• _WHAT YOU HAVE TO DO_: The lines of the records that include "Wood" should all be copied.

Records drawn from a dataset:

◇ ◇ ◇ ◇ ◇ ◇ ◇

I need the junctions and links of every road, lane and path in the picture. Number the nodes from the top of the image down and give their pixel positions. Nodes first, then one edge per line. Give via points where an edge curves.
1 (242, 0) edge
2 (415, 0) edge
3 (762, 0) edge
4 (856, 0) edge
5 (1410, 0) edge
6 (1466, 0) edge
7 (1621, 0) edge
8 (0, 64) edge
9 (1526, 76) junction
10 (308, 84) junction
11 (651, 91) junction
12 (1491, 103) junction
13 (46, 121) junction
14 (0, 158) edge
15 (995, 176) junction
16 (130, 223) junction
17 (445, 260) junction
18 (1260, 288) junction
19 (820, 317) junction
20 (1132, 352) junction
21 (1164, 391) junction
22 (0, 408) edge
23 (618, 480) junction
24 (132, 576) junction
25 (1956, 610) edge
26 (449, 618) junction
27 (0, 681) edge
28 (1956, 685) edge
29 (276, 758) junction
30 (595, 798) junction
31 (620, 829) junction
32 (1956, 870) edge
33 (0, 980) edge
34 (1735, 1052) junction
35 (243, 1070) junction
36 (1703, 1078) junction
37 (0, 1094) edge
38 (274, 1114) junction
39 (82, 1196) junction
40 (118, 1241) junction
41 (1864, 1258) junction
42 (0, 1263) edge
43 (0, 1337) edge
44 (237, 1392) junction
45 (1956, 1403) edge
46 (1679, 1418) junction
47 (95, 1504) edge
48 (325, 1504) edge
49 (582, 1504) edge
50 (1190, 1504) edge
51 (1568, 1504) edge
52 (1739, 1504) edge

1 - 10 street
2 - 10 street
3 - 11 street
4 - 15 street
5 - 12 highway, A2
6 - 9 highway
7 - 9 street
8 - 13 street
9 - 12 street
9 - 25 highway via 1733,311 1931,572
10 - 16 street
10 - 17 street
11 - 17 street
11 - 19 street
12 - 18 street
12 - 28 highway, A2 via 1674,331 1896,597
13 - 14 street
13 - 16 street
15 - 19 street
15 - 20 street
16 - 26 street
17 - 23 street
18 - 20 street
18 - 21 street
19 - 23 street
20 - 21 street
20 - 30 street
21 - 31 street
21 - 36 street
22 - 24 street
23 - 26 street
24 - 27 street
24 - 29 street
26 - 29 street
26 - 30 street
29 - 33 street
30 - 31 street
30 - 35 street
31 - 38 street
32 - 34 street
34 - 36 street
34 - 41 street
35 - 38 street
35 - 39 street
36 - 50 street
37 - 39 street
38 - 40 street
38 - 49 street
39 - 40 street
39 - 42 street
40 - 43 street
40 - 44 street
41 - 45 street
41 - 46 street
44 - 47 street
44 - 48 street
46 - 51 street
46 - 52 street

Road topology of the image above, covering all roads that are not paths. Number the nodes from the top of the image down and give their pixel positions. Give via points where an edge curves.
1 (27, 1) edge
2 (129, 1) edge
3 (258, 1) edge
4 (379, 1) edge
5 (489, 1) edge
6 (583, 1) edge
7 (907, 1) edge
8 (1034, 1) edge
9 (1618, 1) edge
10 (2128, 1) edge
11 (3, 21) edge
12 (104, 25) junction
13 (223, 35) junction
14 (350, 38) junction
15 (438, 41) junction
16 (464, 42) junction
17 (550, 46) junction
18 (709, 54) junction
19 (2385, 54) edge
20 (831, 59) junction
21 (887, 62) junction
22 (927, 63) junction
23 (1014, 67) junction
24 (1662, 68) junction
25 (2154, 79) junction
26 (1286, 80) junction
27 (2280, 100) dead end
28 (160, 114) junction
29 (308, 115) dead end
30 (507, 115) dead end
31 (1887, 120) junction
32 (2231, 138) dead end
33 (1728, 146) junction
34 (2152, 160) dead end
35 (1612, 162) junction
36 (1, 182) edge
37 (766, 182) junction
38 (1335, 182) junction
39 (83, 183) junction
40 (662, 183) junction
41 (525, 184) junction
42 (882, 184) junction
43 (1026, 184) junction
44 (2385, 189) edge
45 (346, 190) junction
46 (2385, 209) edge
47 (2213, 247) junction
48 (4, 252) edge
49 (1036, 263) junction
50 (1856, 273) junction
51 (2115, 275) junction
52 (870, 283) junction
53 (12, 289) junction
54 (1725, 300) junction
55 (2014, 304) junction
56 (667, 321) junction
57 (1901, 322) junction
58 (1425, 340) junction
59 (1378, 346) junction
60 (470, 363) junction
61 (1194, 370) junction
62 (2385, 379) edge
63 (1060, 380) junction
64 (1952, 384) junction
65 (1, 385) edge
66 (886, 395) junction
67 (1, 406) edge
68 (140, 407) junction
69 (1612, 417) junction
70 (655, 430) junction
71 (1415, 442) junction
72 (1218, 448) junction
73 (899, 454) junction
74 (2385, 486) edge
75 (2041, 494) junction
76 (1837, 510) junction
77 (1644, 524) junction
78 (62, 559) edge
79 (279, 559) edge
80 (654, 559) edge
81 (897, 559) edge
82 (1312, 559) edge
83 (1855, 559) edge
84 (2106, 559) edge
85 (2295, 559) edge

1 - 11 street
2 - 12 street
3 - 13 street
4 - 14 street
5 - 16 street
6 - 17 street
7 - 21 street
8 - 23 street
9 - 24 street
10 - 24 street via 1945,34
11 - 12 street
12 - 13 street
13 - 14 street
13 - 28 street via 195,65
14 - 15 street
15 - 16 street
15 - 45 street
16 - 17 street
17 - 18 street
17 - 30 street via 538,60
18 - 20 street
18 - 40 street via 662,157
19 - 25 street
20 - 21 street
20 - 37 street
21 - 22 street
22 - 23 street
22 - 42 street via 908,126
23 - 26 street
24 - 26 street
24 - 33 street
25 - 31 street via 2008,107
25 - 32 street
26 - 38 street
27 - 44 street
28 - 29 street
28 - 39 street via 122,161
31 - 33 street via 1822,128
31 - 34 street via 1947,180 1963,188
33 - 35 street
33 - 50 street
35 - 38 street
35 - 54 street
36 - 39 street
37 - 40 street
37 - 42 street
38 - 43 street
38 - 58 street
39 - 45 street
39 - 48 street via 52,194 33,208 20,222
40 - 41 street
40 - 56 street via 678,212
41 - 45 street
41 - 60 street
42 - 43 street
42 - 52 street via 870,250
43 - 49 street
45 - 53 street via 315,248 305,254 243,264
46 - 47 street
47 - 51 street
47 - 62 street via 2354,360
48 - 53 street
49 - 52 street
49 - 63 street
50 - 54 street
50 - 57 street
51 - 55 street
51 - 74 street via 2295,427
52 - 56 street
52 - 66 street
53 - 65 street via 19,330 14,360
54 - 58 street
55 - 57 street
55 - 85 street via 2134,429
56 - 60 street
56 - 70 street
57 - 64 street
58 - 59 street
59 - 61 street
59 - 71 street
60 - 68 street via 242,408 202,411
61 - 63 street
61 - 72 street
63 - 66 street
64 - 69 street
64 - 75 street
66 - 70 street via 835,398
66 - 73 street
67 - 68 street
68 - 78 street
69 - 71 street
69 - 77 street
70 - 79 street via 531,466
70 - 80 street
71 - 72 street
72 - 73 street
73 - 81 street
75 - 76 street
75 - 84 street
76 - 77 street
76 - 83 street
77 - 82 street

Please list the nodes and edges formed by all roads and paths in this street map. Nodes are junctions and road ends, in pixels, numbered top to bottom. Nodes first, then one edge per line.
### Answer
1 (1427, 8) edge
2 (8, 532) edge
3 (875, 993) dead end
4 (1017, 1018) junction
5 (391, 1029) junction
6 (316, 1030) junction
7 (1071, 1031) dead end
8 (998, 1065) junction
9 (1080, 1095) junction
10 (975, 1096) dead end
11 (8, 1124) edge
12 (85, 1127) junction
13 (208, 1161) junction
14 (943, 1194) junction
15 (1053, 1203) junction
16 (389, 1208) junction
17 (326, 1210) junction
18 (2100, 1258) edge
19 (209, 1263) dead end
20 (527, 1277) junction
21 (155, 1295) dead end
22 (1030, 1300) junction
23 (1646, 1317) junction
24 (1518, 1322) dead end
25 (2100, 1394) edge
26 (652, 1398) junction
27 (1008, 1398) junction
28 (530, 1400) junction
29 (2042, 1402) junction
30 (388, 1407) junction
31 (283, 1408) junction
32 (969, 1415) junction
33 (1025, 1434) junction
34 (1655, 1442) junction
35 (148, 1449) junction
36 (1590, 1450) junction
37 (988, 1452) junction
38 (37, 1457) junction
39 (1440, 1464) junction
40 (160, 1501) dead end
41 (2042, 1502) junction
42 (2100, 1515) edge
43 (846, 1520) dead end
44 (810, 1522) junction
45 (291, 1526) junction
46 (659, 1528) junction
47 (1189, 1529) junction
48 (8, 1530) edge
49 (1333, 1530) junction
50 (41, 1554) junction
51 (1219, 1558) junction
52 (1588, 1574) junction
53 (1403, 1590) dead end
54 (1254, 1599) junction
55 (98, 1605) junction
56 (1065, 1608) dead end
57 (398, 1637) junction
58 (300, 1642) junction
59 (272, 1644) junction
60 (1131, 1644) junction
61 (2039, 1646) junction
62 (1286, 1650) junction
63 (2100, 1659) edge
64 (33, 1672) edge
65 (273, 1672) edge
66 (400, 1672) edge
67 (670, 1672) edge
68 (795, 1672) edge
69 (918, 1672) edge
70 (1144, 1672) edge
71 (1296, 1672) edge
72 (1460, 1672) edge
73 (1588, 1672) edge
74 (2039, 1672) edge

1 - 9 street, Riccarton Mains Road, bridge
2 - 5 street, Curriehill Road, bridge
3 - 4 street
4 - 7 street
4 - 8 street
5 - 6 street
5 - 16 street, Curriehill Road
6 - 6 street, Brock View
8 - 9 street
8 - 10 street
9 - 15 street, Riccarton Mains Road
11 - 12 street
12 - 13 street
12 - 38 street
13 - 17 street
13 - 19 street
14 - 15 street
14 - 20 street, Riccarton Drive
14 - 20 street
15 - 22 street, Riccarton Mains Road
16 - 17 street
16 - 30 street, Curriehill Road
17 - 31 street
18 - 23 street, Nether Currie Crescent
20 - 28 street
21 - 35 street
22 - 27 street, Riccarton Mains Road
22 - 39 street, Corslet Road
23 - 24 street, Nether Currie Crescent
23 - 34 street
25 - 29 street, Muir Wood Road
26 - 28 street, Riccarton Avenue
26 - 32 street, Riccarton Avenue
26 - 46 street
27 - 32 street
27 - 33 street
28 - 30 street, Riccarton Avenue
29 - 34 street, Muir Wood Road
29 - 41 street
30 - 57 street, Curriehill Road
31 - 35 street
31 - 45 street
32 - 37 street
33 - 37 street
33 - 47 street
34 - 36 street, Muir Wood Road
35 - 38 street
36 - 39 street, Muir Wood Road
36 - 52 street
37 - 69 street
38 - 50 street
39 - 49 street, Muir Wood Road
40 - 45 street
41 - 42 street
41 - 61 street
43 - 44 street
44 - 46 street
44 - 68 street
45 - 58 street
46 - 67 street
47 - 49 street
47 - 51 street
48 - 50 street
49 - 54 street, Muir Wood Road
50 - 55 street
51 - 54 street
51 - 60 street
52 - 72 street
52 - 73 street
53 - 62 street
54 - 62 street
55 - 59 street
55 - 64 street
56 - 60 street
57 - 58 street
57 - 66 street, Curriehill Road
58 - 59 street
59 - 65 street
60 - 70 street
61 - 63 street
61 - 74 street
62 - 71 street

◇ ◇ ◇ ◇ ◇ ◇ ◇

• _ANSWER TO THE PROBLEM_:
25 - 29 street, Muir Wood Road
29 - 34 street, Muir Wood Road
34 - 36 street, Muir Wood Road
36 - 39 street, Muir Wood Road
39 - 49 street, Muir Wood Road
49 - 54 street, Muir Wood Road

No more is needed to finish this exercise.